962 F2d 17 Day v. Reynolds
962 F.2d 17
Charles Robert DAY, Plaintiff-Appellant,
Dan REYNOLDS; Gary D. Maynard; William Thompson; and
James Saffle, Defendants-Appellees.
United States Court of Appeals, Tenth Circuit.
May 6, 1992.
NOTICE: Although citation of unpublished opinions remains unfavored, unpublished opinions may now be cited if the opinion has persuasive value on a material issue, and a copy is attached to the citing document or, if cited in oral argument, copies are furnished to the Court and all parties. See General Order of November 29, 1993, suspending 10th Cir. Rule 36.3 until December 31, 1995, or further order.
This is an appeal from the district court's denial of the Appellant's motion for leave to proceed in discovery. Because we do not have jurisdiction to hear an appeal from an order denying a discovery request, we dismiss this appeal.
Only "final decisions" are appealable under 28 U.S.C. § 1291.1 "Pretrial discovery orders are ordinarily not appealable as final orders under 28 U.S.C. § 1291." Graham v. Gray, 827 F.2d 697 (10th Cir.1987) (citing FTC v. Alaska Land Leasing, Inc., 778 F.2d 577, 578 (10th Cir.1985).2 The Appellant suggests, and we are aware of, no applicable exception to this general rule.3 Thus, we lack jurisdiction to hear this appeal.

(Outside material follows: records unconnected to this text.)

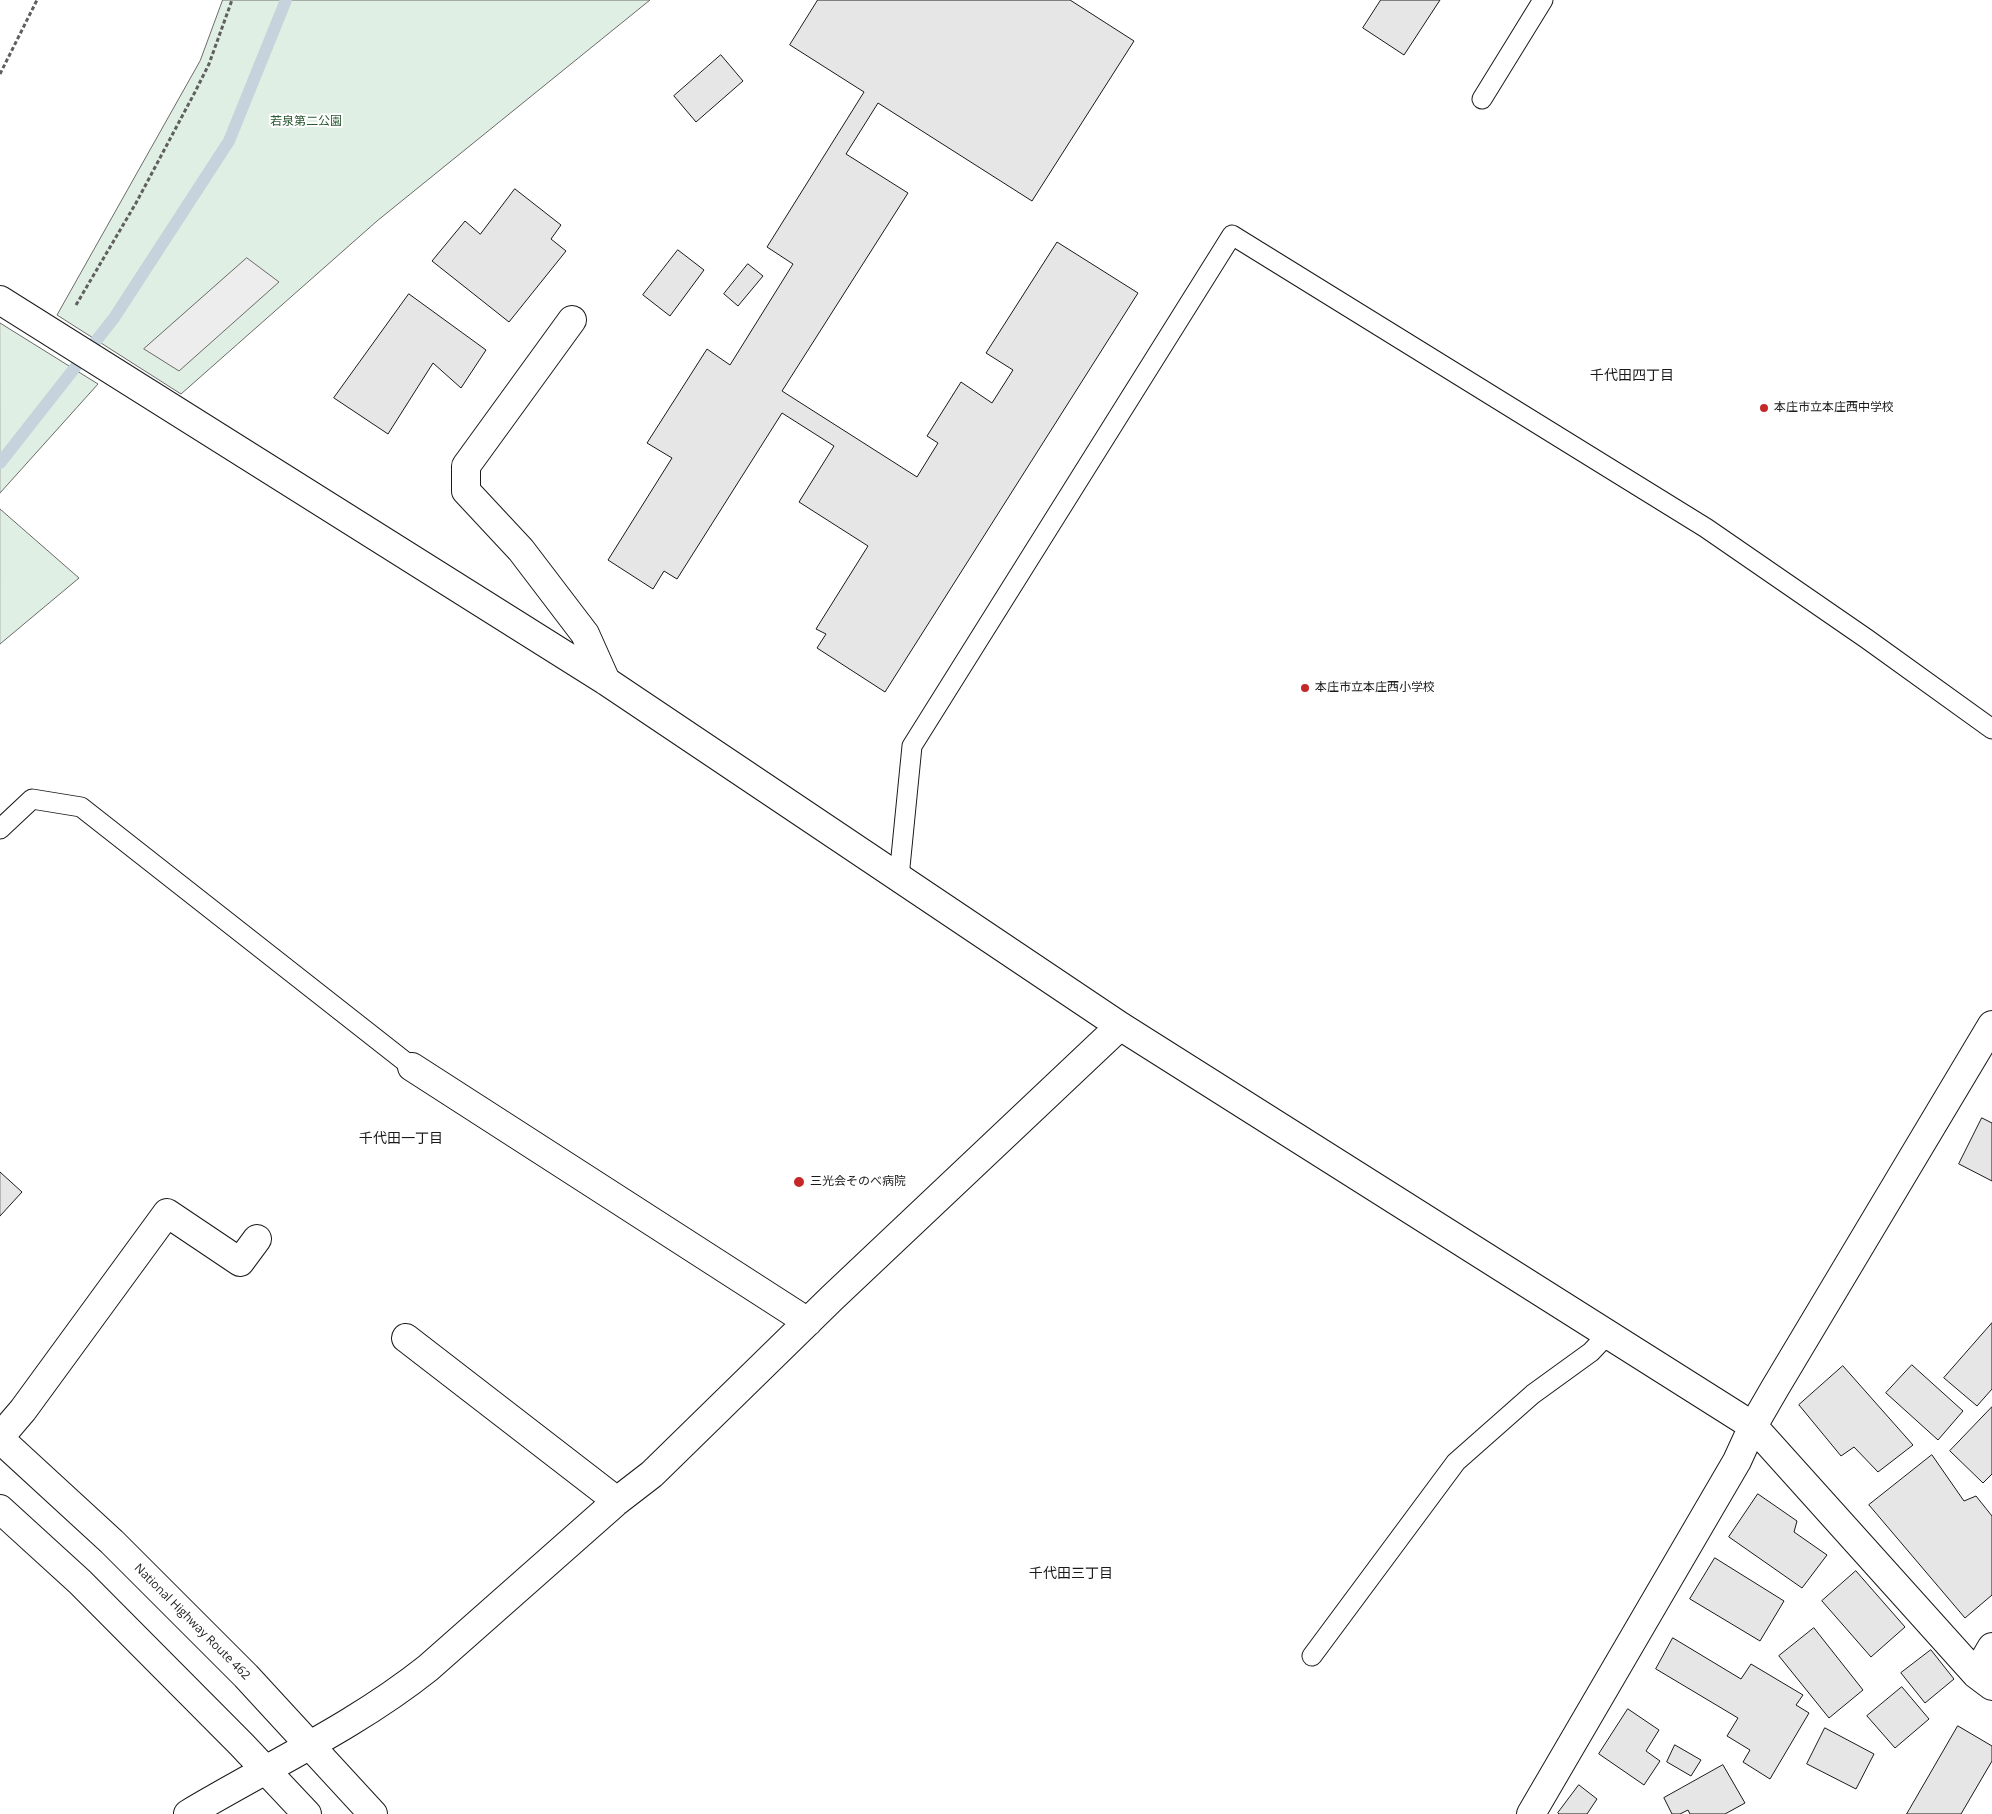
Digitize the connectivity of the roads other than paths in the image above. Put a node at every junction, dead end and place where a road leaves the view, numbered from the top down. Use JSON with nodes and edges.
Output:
{"nodes":[{"id":1,"x":1543,"y":0,"type":"edge"},
{"id":2,"x":1482,"y":99,"type":"dead end"},
{"id":3,"x":0,"y":300,"type":"edge"},
{"id":4,"x":572,"y":320,"type":"dead end"},
{"id":5,"x":606,"y":680,"type":"junction"},
{"id":6,"x":1992,"y":729,"type":"edge"},
{"id":7,"x":0,"y":829,"type":"edge"},
{"id":8,"x":899,"y":876,"type":"junction"},
{"id":9,"x":1120,"y":1026,"type":"junction"},
{"id":10,"x":1992,"y":1026,"type":"edge"},
{"id":11,"x":412,"y":1067,"type":"joint"},
{"id":12,"x":258,"y":1238,"type":"dead end"},
{"id":13,"x":808,"y":1322,"type":"junction"},
{"id":14,"x":1607,"y":1336,"type":"junction"},
{"id":15,"x":406,"y":1338,"type":"dead end"},
{"id":16,"x":1753,"y":1426,"type":"junction"},
{"id":17,"x":0,"y":1438,"type":"edge"},
{"id":18,"x":617,"y":1501,"type":"junction"},
{"id":19,"x":0,"y":1508,"type":"edge"},
{"id":20,"x":1992,"y":1647,"type":"edge"},
{"id":21,"x":1312,"y":1656,"type":"dead end"},
{"id":22,"x":1984,"y":1680,"type":"edge"},
{"id":23,"x":309,"y":1745,"type":"junction"},
{"id":24,"x":264,"y":1769,"type":"junction"},
{"id":25,"x":188,"y":1814,"type":"edge"},
{"id":26,"x":306,"y":1814,"type":"edge"},
{"id":27,"x":373,"y":1814,"type":"edge"},
{"id":28,"x":1531,"y":1814,"type":"edge"}],
"edges":[{"from":1,"to":2,"type":"lane"},
{"from":3,"to":5,"type":"main road"},
{"from":4,"to":5,"type":"main road"},
{"from":5,"to":8,"type":"main road"},
{"from":6,"to":8,"type":"lane"},
{"from":7,"to":11,"type":"lane"},
{"from":8,"to":9,"type":"main road"},
{"from":9,"to":13,"type":"main road"},
{"from":9,"to":14,"type":"main road"},
{"from":10,"to":16,"type":"main road"},
{"from":11,"to":13,"type":"main road"},
{"from":12,"to":17,"type":"main road"},
{"from":13,"to":18,"type":"main road"},
{"from":14,"to":16,"type":"main road"},
{"from":14,"to":21,"type":"lane"},
{"from":15,"to":18,"type":"main road"},
{"from":16,"to":22,"type":"main road"},
{"from":16,"to":28,"type":"main road"},
{"from":17,"to":23,"type":"main road","name":"National Highway Route 462"},
{"from":18,"to":23,"type":"main road"},
{"from":19,"to":24,"type":"main road"},
{"from":20,"to":22,"type":"main road"},
{"from":23,"to":24,"type":"main road"},
{"from":23,"to":27,"type":"main road","name":"National Highway Route 462"},
{"from":24,"to":25,"type":"main road"},
{"from":24,"to":26,"type":"main road"}]}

Accordingly, the appeal is DISMISSED.
After examining the briefs and appellate record, this panel has determined unanimously that oral argument would not materially assist the determination of this appeal. See Fed.R.App.P. 34(a); 10th Cir.R. 34.1.9. Therefore, the case is ordered submitted without oral argument
This order and judgment has no precedential value and shall not be cited, or used by any court within the Tenth Circuit, except for purposes of establishing the doctrines of the law of the case, res judicata, or collateral estoppel. 10th Cir.R. 36.3
There is no indication in the record that this appeal has been certified pursuant to 28 U.S.C. § 1292(b), as necessary for appeal under that statute
Although Graham and FTC involved orders compelling discovery, rather than orders denying discovery, we do not believe that there is any relevant distinction between such orders for purposes of appealability. Other circuits have generally made no distinction between orders compelling discovery and those denying discovery. See, e.g., U.A.W. v. National Caucus of labor Comms., 525 F.2d 323 (2d Cir.1975) (dismissing appeal of order denying leave to take depositions by tape recorder, saying "[a]s a general rule orders denying or directing discovery are interlocutory and therefor not appealable except as part of a final decision.") (emphasis added)
The Appellant suggests that he is entitled to appeal an order that does not dispose of all of the claims in a suit under Mitchell v. Forsyth, 472 U.S. 511 (1985). In Graham, however, we noted that appeals under Mitchell will lie only where the order involves an issue of qualified immunity. 827 F.2d at 681. Because the order denying discovery in the case at bar does not involve issues of immunity, Mitchell is inapposite
Mitchell was decided under Cohen v. Beneficial Industrial Loan Corp., 337 U.S. 541, 546 (1949), which noted a "small class" of orders that, though not dispositive of all issues in a suit, are nevertheless appealable under § 1291. The Cohen exception, however, is limited to those orders that "conclusively determine the disputed question, resolve an important issue completely separate from the merits of the action, and [are] effectively unreviewable on appeal from a final judgment." Coopers & Lybrand v. Livesay, 437 U.S. 463, 468 (1978). The district court's order denying discovery fails to satisfy the Cohen test, as we see no barrier to its review on appeal.
Finally, the Appellant attempts to evade the rule against appeal of non-final orders by invoking our mandamus power. We do not believe that the use of that power is warranted here.